There are lots of other hosts, some don’t even require soldering.

Wow, talk about constipated…

mcgizmo sapphire maxes out at 5 lumens; its a pretty nice light…

My version of aliex says delivery by Aug 21…

less than 4 weeks, and imo the light is perfect for you.

according to this zeroair review, runtime is 10 hours

a few years ago i got a 3000K BLF-A6

it;s very warm

and you can set many light levels on it

pretty sure number 2 can be about 5 lumens

i don;t even like it at low lumen levels, almost rather have a coolish light for that dim

wle

Only light I have that uses multiple AAA batteries and has both high cri / low linens and red led is a black and decker 2xaaa light that had a red 5mm led / a green 5 mm led and an Xpe ?
Stock it was red as low light .. green at about double the brightness (8 lumens?) and main Chinese? Emitter at about 30lumens but has throw.
I ended up sacrificing the green LED for one of the high color rendering 5 mm LEDs

A simple easy swap that made the light much nicer.

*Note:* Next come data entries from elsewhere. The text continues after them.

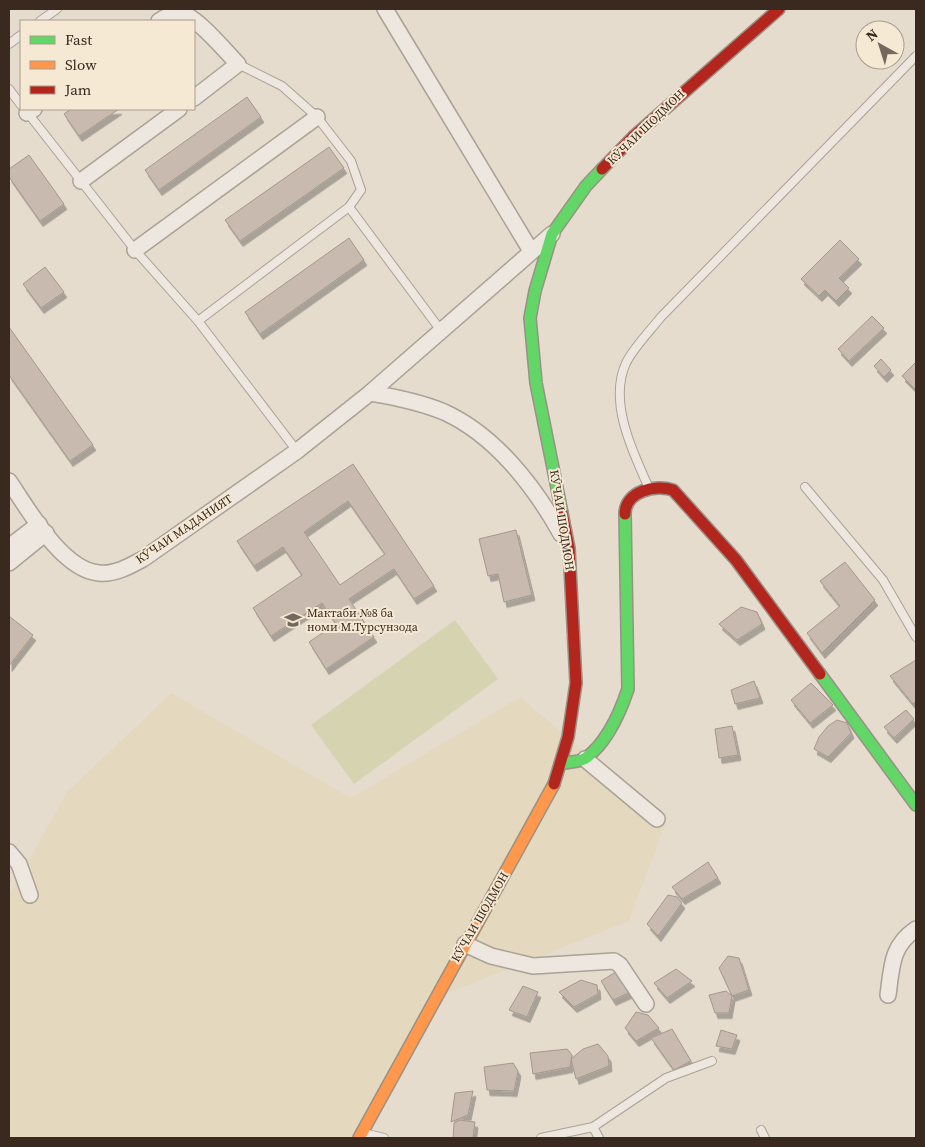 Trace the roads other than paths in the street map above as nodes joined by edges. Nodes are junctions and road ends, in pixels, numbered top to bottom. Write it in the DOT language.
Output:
graph roads {
  1 [pos="57,9"];
  2 [pos="385,9"];
  3 [pos="779,9"];
  4 [pos="41,20"];
  5 [pos="161,20"];
  6 [pos="193,20"];
  7 [pos="195,21"];
  8 [pos="20,36"];
  9 [pos="9,44"];
  10 [pos="916,56"];
  11 [pos="238,64"];
  12 [pos="9,89"];
  13 [pos="195,97"];
  14 [pos="20,101"];
  15 [pos="28,110"];
  16 [pos="178,110"];
  17 [pos="317,118"];
  18 [pos="81,181"];
  19 [pos="349,207"];
  20 [pos="552,234"];
  21 [pos="135,250"];
  22 [pos="531,250"];
  23 [pos="198,321"];
  24 [pos="442,332"];
  25 [pos="370,393"];
  26 [pos="297,451"];
  27 [pos="9,481"];
  28 [pos="805,486"];
  29 [pos="649,488"];
  30 [pos="43,529"];
  31 [pos="9,547"];
  32 [pos="569,548"];
  33 [pos="9,563"];
  34 [pos="916,637"];
  35 [pos="585,759"];
  36 [pos="560,764"];
  37 [pos="916,805"];
  38 [pos="657,820"];
  39 [pos="9,852"];
  40 [pos="30,895"];
  41 [pos="916,929"];
  42 [pos="465,944"];
  43 [pos="888,994"];
  44 [pos="646,1004"];
  45 [pos="712,1061"];
  46 [pos="593,1126"];
  47 [pos="761,1130"];
  48 [pos="361,1135"];
  49 [pos="384,1138"];
  50 [pos="541,1138"];
  51 [pos="599,1138"];
  52 [pos="765,1138"];
  1 -- 4 [label="lane"];
  2 -- 22 [label="street"];
  3 -- 20 [label="main road, КӮЧАИ ШОДМОН"];
  5 -- 6 [label="street"];
  7 -- 11 [label="street"];
  8 -- 9 [label="lane"];
  10 -- 29 [label="lane"];
  11 -- 13 [label="street"];
  11 -- 17 [label="lane"];
  12 -- 14 [label="lane"];
  15 -- 18 [label="lane"];
  16 -- 18 [label="street"];
  17 -- 19 [label="lane"];
  17 -- 21 [label="street"];
  18 -- 21 [label="lane"];
  19 -- 23 [label="lane"];
  19 -- 24 [label="lane"];
  20 -- 22 [label="street, КӮЧАИ МАДАНИЯТ"];
  20 -- 32 [label="main road, КӮЧАИ ШОДМОН"];
  21 -- 23 [label="lane"];
  22 -- 24 [label="street, КӮЧАИ МАДАНИЯТ"];
  23 -- 26 [label="lane"];
  24 -- 25 [label="street, КӮЧАИ МАДАНИЯТ"];
  25 -- 26 [label="street, КӮЧАИ МАДАНИЯТ"];
  25 -- 32 [label="street"];
  26 -- 30 [label="street, КӮЧАИ МАДАНИЯТ"];
  27 -- 30 [label="street, КӮЧАИ МАДАНИЯТ"];
  28 -- 34 [label="lane"];
  29 -- 35 [label="main road"];
  29 -- 37 [label="main road"];
  30 -- 31 [label="street"];
  30 -- 33 [label="street"];
  32 -- 36 [label="main road, КӮЧАИ ШОДМОН"];
  35 -- 36 [label="main road"];
  35 -- 38 [label="street"];
  36 -- 42 [label="main road, КӮЧАИ ШОДМОН"];
  39 -- 40 [label="street"];
  41 -- 43 [label="street"];
  42 -- 44 [label="street"];
  42 -- 48 [label="main road, КӮЧАИ ШОДМОН"];
  45 -- 46 [label="lane"];
  46 -- 50 [label="lane"];
  46 -- 51 [label="lane"];
  47 -- 52 [label="lane"];
  48 -- 49 [label="lane"];
}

Black & Decker LED Pocket Flex Flashlight – 2 Pack $4.99< proving that it pays to be a BLF member:)

I also just put diffuser film over a 2X a a mag light for the first time. Wondering why I never did it before. Amazingly mag lights got away with selling lights with such a horrible beam .. all to be able to focus such an oddly artifacts pattern .

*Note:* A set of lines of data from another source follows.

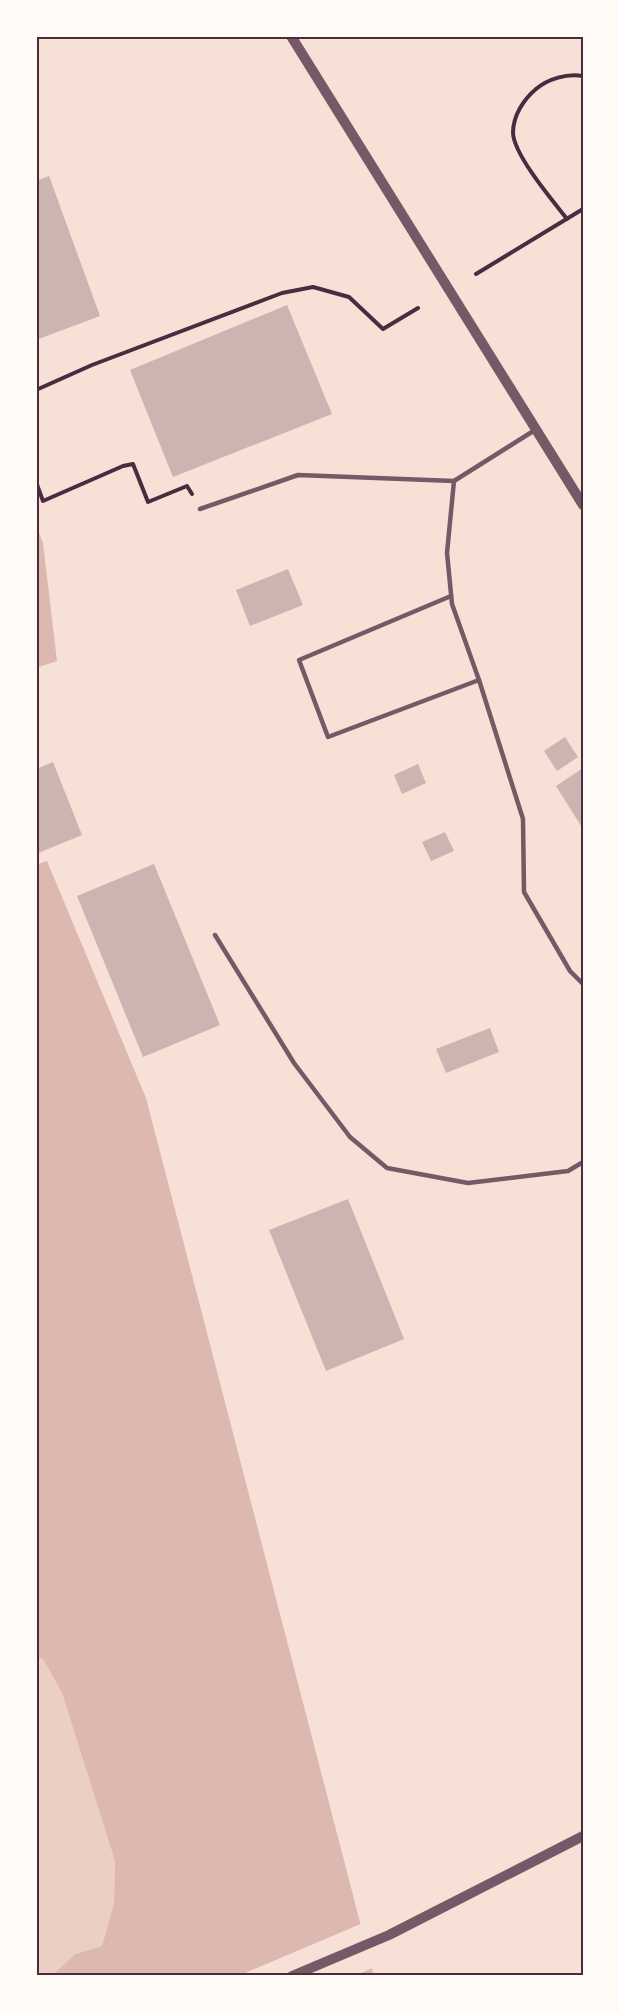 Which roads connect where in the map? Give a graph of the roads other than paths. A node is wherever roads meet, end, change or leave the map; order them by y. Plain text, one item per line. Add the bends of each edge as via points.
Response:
1 (291, 36) edge
2 (535, 430) junction
3 (454, 481) junction
4 (583, 505) edge
5 (200, 509) road end
6 (451, 596) junction
7 (479, 680) junction
8 (215, 935) dead end
9 (583, 984) edge
10 (583, 1162) edge
11 (583, 1836) edge
12 (292, 1976) edge

1 - 2 street
2 - 3 lane
2 - 4 street
3 - 5 lane via 298,475
3 - 6 lane via 447,553
6 - 7 lane
6 - 7 lane via 299,660 328,737
7 - 9 lane via 522,819 524,892 570,971
8 - 10 lane via 294,1063 350,1137 387,1168 468,1183 568,1171
11 - 12 street via 389,1935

not perfect but 100 times better

i also have a 3$ plastic piece of junky headlamp that has a 5 mm red and had two 5mm cool white leds that got replaced with two of rngwn’s high cri 5mm leds .
Great little POS light headlamp with the bonus being > it runs on one AA battery. Has a great color weighs nothing ,costs nothing and ends up a great place to put half used alkaline batteries. There is some odd twisted pleasure of running a cell to nothing before tossing it.

Truth of the matter is I find red LEDs it’s not very useful and rarely use them. same with UV lights. Very gimmicky and hardly practical.

I see the same estimated delivery date of August 21 for the United States if I order today, for both the 3400K warm white and the 670nm deep red versions.

It should do better than that. Maglite rates the 2xAA mini for over 5 hours per the ANSI FL1 standard. It should gradually dim to about 10% of original brightness over that time.

By the way, I have an old Maglite Mini incandescent that I put a Yuji 5mm LED in (no longer available, but the rngwn LED’s mentioned in this thread are comparable). For this light and LED combo, it’s almost as easy as replacing a burned out bulb:

(1) Enlarge the hole in the base of the reflector with a 1/4” drill bit (or 13/64” if you have that size and want the closer fit)
(2) Sand a tiny little tab off the legs to make them smooth.
(3) Bend the legs to match the spacing of the incandescent bulb pins, then trim to the same length.

If you put it in backwards, it won’t turn on, but there’s no harm done. Just pull the LED out and rotate it 180 degrees.

It will theoretically run for days, starting out at maybe 10 lumens on fresh batteries, and just very gradually dimming.